You understand too late that he had a grey head full of grand ideas but feet of clay that are par for the course in even the older dispensation of island politics.

Sorry to say that he hitched his wagon to a shooting star that was gone before it could ignite the happier prospect of peace with dignity for all this island’s peoples.

Long has it been the regret of nobler islanders from every walk of life that his genteel escutcheon did not outshine the shades of terrorism.

What would the fallen icon of a truer and prouder nationalism that embraced diversity but eschewed discrimination have made of our present prospects?

Would he have thrilled to the sabre rattling tattoos of hollow victories being trumpeted in the more chauvinistic quarters of national pride? Or would he have cautioned us again against the jingoism that militates against genuine transformation from a postcolonial to postwar and post-conflict society?

Maybe far more importantly, could this schoolboy athlete and celebrated mandarin have served as a role model, for a more tolerant and inclusive humanity to be fostered in the planet’s erstwhile refuge of Theravada Buddhism?

A Christian from Jaffna, this venerable elder statesman was a veritable poster boy for the elusive peace that passes all understanding – deep reconciliation between all this island’s children that has continued to evade a mutually agreeable definition and concerted doing.
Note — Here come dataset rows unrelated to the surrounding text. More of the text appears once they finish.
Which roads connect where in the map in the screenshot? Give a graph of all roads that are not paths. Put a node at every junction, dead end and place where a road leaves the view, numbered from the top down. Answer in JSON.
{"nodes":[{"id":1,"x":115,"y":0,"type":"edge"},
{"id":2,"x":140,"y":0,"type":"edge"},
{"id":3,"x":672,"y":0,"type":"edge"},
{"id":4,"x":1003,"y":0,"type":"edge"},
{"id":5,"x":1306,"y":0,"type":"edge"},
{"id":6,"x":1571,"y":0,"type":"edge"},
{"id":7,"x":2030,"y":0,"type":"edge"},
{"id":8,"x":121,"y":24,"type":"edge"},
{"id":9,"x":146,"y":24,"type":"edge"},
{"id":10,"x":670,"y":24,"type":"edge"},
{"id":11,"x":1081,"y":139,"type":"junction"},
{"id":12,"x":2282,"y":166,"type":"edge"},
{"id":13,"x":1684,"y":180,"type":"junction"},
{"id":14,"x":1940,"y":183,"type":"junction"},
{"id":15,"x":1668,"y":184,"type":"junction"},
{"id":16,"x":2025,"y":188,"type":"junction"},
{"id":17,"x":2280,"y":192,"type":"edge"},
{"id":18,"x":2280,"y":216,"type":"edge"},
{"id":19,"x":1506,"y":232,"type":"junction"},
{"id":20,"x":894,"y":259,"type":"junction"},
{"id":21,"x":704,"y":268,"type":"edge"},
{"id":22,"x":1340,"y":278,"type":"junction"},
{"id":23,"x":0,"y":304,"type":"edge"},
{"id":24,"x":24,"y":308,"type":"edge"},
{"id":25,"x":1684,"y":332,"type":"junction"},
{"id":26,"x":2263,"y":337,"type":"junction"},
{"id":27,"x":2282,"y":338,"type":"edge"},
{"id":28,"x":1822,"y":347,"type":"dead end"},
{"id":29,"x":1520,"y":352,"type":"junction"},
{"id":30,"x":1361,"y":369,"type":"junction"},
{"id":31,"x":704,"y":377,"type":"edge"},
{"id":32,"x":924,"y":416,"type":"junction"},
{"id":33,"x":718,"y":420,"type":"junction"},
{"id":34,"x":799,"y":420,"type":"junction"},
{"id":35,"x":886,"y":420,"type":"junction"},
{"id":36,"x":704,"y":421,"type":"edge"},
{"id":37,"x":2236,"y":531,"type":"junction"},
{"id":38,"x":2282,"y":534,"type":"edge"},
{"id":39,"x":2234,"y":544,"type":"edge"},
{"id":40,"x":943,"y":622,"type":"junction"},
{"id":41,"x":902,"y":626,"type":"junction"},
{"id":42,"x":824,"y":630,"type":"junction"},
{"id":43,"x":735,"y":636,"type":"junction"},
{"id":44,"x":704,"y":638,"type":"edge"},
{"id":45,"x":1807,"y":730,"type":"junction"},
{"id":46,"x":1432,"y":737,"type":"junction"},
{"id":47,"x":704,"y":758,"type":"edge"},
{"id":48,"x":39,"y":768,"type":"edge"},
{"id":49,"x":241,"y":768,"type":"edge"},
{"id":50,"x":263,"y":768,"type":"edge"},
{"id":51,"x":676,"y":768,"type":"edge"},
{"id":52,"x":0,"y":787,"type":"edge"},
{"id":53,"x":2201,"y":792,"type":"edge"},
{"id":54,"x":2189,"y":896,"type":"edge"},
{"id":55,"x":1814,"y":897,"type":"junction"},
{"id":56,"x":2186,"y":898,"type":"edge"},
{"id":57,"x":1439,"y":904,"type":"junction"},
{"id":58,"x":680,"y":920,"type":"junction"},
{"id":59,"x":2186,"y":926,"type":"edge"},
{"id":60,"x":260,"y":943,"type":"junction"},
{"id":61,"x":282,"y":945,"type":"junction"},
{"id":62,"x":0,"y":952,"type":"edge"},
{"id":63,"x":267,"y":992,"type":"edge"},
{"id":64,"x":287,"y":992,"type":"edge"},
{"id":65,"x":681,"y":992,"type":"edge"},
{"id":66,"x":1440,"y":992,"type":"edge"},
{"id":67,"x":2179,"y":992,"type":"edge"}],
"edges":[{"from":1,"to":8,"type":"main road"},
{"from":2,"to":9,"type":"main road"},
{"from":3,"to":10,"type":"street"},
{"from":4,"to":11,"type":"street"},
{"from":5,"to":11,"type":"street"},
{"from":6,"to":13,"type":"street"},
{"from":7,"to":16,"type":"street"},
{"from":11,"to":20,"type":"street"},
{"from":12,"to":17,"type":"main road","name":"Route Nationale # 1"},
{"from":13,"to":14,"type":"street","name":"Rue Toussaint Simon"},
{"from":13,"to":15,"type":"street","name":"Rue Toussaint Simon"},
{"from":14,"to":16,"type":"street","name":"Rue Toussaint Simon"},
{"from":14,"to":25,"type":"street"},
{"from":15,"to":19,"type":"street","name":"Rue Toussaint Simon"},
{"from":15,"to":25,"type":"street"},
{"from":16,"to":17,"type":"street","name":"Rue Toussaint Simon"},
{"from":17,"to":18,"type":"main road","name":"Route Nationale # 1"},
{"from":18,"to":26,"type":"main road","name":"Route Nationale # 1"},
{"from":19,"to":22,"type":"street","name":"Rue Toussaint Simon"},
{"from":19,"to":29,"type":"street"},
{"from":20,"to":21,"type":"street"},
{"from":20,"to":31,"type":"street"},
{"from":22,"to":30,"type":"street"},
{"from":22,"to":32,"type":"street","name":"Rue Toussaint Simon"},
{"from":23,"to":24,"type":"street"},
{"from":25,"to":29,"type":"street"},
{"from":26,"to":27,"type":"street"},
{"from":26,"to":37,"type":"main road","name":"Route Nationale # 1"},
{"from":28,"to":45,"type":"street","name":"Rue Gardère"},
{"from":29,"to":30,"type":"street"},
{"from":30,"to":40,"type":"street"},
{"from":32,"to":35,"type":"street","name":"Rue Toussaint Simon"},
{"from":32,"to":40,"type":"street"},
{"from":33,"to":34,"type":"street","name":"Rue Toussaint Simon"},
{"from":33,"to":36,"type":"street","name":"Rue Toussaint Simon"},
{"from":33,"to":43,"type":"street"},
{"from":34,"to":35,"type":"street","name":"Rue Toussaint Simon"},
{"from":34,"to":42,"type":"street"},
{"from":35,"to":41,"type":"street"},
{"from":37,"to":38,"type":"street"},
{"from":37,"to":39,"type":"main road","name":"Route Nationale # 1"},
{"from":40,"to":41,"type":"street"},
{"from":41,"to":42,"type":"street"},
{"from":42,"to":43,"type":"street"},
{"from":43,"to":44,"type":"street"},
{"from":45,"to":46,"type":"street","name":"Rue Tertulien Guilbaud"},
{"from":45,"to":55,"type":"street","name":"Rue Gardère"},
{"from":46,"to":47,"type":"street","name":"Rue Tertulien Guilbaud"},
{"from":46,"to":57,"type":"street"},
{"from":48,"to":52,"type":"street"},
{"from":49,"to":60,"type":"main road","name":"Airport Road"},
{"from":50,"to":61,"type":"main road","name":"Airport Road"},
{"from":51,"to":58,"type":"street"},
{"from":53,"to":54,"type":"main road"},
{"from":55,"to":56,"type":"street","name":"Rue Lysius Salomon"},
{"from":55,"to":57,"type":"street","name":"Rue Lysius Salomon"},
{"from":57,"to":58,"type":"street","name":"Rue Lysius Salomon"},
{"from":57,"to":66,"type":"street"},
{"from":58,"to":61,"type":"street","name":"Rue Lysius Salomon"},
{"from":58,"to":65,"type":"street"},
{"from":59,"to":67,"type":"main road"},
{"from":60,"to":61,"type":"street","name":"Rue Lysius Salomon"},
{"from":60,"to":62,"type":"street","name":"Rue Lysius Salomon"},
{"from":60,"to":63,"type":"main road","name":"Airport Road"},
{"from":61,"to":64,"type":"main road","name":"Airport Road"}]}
As long ago as January 1996, the then Minister of Foreign Affairs told LMD (he was this magazine’s very first Sri Lankan Of The Year in 1995) in an exclusive interview that “the issue of war and peace should not be looked at from a selfish political angle.”

Today, we can only wonder how he would have taken Sri Lanka’s defiant stance at the UNHRC and its rhetoric driven incalculable math in the face of an increasingly disaffected electorate at home. And the ever looming likelihood that our island nation’s sovereignty is being compromised by sinister bills to subvert its territorial integrity in the name of rapid growth or rescue from the fiscal doldrums!

The late Kadir – as he was widely and fondly known – was something of a Renaissance man as attested by his obituaries over 25 years ago. It is therefore, fitting that we quote a giant of the Enlightenment, German literary genius Johann Wolfgang von Goethe, whose last words were “mehr licht!” (more light!).

In this the month of birth, rebirth and enlightenment, how many of us would ask – or even demand, diplomatically enough – to know where the last refuge of Theravada Buddhism is heading?

May all beings be happy!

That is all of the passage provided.